Print PDFs follow different rules than the web or a screen. Here's a short rundown of what matters — and at each point you can check right away how your PDF is doing.

1. Colors in CMYK, not RGB

Print builds colors from four separations — cyan, magenta, yellow and black (CMYK). Create vector graphics and text directly in CMYK. Raster images can stay in RGB, but always with an embedded ICC profile (sRGB or AdobeRGB) so they convert correctly to print colors. Expect colors to shift on conversion.

In Preflighter: RGB objects are flagged by a banner and the preview converts them through ICC to print colors — just like the printer's RIP.

2. Spot colors (Pantone) only when needed

Keep a spot color in your data only when it should print as a separate plate (e.g. gold, a die-cut line, varnish). Convert everything else to process (CMYK). For the same spot color, use one consistent name and definition.

In Preflighter: the Plates panel shows each spot color as its own plate — the ones you don't need stand out at a glance.

3. Overprint — watch out for white

The most common trap: white text or an object with overprint turned on disappears completely in print. White must never overprint. Small black text (up to about 12 pt), on the other hand, should overprint so the paper doesn't show through. Make large black areas "rich black" (e.g. 100% K + 40% C) with overprint off.

In Preflighter: the Overprint comparison mode shows side by side what disappears or appears with overprint.

4. Ink coverage (TAC)

The sum of all inks in one spot (Total Area Coverage) must not exceed the stock's limit — around 300% for offset on coated paper. Above the limit, ink dries poorly, smudges and shows through.

In Preflighter: the Ink coverage (TAC) mode highlights areas over your chosen limit.

5. Output intent (the paper's ICC profile)

Embed an output intent matching the paper: Coated FOGRA39 (ISO Coated v2) for coated stock, Uncoated FOGRA29 (ISO Uncoated) for uncoated offset paper. It defines how the colors in your data should be interpreted.

In Preflighter: the Output intent panel shows the profile embedded in the PDF (or matched by name).

6. Bleed and format (PDF boxes)

The trim size of the finished piece is set by the TrimBox. Objects reaching the edge must extend 3 mm of bleed (the BleedBox), otherwise trimming risks white slivers. Keep important content at least 3–4 mm from the edge (safe zone).

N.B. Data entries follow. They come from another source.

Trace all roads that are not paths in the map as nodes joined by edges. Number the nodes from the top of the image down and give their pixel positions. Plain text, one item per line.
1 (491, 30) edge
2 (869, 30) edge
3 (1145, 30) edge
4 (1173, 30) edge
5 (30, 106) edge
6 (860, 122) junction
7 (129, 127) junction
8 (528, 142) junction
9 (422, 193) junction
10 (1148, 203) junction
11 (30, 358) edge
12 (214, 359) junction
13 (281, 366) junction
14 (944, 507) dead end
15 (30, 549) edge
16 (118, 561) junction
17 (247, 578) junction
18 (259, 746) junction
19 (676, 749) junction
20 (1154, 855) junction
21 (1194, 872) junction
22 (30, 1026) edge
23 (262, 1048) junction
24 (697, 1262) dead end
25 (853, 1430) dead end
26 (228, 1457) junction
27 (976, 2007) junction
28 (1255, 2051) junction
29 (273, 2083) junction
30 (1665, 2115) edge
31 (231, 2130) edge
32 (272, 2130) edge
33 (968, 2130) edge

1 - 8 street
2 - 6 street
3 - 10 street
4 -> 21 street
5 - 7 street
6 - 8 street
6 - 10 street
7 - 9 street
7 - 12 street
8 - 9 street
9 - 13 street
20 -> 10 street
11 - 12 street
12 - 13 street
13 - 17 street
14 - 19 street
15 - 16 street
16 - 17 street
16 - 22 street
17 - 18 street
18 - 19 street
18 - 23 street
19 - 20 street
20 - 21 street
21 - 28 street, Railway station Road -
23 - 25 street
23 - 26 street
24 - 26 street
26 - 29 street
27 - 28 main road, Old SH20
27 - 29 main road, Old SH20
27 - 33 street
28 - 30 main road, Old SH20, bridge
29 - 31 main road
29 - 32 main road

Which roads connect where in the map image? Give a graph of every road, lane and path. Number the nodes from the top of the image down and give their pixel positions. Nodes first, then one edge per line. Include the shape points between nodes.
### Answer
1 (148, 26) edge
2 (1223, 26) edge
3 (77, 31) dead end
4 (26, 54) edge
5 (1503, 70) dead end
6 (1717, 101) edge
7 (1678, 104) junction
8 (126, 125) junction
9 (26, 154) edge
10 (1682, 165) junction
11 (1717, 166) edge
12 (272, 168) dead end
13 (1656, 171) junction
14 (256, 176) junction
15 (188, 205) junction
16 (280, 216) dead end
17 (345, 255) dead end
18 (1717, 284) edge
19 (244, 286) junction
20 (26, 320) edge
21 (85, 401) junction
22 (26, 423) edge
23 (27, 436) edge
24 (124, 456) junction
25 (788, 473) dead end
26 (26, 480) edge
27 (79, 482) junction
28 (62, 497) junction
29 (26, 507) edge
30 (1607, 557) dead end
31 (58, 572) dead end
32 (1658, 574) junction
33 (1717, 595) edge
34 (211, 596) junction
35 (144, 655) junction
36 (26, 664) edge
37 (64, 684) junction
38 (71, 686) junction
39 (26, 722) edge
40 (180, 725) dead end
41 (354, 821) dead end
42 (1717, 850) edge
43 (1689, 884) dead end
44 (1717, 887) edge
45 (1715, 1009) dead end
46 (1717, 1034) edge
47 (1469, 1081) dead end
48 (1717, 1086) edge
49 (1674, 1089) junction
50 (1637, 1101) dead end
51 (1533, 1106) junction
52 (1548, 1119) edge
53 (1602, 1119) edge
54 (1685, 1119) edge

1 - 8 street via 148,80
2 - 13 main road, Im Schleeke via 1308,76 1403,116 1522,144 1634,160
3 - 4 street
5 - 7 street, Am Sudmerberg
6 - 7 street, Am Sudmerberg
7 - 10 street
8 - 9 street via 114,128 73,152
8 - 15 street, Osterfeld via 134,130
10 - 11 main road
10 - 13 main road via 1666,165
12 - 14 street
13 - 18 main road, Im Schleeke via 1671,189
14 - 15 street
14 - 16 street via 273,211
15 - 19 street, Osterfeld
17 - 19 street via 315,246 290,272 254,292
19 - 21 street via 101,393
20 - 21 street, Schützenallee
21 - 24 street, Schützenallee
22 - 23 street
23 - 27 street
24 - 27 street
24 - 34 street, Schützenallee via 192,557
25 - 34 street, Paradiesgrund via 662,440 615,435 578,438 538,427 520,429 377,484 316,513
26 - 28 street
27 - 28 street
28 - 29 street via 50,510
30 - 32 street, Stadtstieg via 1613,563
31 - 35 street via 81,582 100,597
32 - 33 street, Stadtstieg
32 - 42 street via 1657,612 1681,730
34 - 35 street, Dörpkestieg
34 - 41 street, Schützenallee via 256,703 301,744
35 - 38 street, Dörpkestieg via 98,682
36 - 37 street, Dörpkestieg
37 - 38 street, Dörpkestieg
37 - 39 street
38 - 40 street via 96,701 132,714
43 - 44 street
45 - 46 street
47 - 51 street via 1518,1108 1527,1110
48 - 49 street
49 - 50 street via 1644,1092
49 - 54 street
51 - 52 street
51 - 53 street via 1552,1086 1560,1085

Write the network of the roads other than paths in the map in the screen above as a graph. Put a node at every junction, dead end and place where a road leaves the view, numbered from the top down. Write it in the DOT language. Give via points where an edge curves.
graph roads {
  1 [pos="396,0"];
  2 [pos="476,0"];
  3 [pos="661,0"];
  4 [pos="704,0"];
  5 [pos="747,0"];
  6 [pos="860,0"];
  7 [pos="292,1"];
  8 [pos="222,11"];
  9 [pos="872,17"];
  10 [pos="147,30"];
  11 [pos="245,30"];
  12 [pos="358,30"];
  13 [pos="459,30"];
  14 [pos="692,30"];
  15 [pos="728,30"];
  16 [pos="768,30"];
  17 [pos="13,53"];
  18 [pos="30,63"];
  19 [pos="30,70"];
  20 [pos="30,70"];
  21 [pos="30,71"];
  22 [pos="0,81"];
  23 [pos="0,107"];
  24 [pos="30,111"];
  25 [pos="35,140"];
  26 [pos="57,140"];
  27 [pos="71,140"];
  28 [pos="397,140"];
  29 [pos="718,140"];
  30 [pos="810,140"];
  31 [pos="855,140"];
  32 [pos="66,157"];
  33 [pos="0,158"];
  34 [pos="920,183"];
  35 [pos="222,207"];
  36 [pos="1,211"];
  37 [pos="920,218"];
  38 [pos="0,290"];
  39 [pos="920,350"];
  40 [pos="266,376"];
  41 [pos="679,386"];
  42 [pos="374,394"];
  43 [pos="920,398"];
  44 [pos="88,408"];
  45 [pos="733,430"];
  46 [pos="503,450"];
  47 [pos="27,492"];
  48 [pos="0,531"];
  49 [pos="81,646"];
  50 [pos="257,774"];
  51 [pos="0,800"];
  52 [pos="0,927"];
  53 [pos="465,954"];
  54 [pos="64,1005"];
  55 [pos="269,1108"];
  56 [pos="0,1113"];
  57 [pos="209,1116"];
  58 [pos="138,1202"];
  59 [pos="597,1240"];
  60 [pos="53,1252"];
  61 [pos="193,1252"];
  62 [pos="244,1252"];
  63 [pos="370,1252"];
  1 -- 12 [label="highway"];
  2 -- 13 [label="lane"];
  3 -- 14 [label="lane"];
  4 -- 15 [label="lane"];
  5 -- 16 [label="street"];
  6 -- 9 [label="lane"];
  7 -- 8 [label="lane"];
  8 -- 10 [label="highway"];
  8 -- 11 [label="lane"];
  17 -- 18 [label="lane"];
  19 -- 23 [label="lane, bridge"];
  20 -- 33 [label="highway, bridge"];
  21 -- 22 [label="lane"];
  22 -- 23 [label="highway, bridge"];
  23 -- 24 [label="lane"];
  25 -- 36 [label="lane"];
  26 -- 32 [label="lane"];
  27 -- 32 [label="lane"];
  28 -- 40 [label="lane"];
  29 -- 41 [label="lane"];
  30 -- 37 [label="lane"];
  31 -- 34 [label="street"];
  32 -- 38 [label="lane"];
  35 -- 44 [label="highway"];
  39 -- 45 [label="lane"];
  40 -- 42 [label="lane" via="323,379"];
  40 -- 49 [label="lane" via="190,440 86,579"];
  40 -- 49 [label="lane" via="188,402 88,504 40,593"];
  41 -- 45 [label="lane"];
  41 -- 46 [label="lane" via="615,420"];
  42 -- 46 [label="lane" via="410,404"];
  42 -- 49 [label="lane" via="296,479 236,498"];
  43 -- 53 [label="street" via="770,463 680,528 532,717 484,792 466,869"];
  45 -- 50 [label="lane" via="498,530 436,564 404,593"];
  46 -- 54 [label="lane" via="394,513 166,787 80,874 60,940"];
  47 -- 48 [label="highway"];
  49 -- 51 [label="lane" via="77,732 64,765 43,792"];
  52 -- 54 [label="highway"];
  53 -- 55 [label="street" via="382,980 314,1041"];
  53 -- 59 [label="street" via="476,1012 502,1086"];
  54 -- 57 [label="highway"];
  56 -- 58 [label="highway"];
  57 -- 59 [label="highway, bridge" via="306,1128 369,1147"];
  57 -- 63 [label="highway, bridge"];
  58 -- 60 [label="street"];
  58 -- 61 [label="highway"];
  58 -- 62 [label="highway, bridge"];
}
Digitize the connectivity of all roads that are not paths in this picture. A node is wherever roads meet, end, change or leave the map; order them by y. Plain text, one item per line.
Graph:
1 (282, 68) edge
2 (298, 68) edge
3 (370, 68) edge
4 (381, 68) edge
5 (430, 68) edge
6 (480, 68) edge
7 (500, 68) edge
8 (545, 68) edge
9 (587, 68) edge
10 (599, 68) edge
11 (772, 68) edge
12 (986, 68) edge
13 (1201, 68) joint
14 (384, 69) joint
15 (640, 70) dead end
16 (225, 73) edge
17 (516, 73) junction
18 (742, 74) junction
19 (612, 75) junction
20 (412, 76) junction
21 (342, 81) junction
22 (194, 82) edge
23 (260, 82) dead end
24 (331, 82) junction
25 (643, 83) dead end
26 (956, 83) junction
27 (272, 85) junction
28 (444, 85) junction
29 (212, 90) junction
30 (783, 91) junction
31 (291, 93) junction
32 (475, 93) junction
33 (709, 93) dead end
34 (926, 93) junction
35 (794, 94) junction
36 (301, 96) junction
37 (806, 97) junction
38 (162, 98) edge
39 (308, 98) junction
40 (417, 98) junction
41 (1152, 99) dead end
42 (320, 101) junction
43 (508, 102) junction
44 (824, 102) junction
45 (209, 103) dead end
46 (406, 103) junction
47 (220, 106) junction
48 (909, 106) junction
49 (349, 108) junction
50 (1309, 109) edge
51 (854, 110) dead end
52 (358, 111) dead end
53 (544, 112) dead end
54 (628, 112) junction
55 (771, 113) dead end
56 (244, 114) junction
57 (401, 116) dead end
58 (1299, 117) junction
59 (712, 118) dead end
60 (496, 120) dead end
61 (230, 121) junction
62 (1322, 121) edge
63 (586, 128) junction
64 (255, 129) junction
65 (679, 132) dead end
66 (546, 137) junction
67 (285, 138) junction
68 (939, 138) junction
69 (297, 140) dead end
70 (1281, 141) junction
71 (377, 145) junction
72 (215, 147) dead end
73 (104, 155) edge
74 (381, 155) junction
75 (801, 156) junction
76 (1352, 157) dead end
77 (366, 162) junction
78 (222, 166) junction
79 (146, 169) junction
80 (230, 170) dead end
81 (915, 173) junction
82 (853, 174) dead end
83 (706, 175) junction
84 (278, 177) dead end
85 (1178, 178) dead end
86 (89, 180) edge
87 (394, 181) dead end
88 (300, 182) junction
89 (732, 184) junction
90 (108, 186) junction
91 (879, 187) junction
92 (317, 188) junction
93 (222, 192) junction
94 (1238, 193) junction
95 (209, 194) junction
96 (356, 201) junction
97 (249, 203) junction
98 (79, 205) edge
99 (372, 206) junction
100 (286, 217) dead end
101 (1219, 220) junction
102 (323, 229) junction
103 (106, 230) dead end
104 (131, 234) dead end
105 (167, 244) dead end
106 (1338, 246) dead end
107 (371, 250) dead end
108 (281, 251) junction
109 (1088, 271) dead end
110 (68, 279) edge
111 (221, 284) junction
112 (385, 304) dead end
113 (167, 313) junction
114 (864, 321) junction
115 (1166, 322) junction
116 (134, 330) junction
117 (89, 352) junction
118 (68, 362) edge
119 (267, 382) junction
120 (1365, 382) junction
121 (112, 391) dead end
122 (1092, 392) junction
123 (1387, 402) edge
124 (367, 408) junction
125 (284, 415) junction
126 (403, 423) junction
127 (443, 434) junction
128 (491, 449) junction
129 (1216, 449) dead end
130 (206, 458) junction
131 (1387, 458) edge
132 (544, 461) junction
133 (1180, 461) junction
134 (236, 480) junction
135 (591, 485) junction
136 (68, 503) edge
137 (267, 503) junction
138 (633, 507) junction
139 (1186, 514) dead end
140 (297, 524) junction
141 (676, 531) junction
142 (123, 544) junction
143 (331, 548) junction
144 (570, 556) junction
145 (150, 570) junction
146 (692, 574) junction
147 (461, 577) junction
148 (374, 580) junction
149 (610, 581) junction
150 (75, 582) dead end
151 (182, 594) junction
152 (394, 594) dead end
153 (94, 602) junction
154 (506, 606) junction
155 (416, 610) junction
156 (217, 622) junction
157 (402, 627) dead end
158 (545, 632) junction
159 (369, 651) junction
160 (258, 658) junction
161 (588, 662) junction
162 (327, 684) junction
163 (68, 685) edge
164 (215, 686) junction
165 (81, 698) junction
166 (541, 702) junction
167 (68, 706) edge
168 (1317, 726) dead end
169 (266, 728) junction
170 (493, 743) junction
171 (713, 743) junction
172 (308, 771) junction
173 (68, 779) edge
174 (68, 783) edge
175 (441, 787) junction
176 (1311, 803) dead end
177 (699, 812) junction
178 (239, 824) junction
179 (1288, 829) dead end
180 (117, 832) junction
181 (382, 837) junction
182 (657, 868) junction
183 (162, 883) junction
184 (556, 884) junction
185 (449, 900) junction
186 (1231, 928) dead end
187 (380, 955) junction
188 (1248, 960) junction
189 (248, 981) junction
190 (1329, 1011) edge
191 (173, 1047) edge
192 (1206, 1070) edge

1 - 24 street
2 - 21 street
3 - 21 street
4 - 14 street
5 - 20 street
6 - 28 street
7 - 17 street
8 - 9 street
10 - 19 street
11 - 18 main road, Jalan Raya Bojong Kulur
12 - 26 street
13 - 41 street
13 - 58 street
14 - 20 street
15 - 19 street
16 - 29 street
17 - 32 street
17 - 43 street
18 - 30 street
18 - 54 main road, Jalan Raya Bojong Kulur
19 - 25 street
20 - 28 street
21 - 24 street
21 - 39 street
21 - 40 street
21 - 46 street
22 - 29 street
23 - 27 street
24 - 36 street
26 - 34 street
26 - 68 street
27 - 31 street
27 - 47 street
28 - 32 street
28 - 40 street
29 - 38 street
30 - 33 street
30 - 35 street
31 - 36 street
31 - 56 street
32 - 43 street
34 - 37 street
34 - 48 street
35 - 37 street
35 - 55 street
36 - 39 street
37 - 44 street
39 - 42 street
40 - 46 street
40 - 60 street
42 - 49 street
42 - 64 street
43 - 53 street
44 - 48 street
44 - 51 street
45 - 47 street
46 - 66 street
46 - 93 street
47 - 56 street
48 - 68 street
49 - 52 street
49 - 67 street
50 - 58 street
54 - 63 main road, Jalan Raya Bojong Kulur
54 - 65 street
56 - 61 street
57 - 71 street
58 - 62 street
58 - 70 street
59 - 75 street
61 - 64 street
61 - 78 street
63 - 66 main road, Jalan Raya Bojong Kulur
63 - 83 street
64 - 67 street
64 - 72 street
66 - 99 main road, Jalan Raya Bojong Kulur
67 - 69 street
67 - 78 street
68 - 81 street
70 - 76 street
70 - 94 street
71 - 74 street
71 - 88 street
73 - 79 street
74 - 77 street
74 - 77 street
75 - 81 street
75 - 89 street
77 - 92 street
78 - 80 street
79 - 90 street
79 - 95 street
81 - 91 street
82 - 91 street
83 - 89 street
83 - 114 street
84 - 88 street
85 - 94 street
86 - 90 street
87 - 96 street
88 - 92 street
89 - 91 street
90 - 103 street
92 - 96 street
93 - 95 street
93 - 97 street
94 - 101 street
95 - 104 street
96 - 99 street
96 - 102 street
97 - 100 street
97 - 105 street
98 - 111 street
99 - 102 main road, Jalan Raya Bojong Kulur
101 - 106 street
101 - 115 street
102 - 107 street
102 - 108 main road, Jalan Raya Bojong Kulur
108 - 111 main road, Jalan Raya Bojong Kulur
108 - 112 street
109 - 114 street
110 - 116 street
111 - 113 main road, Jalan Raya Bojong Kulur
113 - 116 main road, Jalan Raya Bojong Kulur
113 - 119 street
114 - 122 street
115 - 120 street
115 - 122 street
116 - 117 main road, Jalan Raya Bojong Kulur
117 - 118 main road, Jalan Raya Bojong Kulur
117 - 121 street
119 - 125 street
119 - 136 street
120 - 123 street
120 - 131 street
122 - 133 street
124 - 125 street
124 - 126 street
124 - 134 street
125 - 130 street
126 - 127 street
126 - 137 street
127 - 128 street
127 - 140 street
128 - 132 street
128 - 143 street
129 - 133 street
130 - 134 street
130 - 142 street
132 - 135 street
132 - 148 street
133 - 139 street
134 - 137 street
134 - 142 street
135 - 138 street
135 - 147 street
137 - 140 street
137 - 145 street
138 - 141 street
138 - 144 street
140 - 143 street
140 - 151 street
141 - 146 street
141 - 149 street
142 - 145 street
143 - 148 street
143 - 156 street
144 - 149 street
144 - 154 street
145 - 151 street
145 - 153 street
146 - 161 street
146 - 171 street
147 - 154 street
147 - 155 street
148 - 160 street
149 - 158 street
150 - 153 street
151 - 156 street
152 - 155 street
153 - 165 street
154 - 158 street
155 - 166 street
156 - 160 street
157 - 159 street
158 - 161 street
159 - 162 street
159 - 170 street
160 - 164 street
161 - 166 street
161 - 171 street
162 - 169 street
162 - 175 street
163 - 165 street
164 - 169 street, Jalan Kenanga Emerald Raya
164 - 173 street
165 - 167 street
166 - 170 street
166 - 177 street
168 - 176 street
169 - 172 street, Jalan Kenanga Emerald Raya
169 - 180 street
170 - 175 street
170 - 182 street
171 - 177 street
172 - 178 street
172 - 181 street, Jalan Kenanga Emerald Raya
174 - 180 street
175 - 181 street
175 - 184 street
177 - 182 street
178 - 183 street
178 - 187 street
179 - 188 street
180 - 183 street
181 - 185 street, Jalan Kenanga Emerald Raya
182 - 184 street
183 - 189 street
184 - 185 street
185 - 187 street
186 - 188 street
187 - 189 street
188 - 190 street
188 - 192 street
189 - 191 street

In Preflighter: the PDF box switch and box outlines show the TrimBox and BleedBox and whether the bleed really fits.

7. Image resolution

For offset use 300 dpi at final size (for laser the minimum is around 150 dpi). Don't use heavy JPEG compression — it creates visible artifacts that won't disappear in print.

In Preflighter: the Images inspection lists the resolution and color space of each image.

8. Embedded fonts

All fonts must be embedded in the PDF, or the RIP will substitute them and the text will break (different font, different line breaks). Always embed fonts on export, or convert problematic text to outlines.

In Preflighter: the Fonts inspection flags non-embedded fonts.

9. File format: PDF/X

The safest option is to export straight to the PDF/X-4 standard (modern, supports transparency and ICC profiles) or PDF/X-1a (conservative, everything flattened to CMYK). These standards make sure the PDF has everything needed for print and nothing is missing.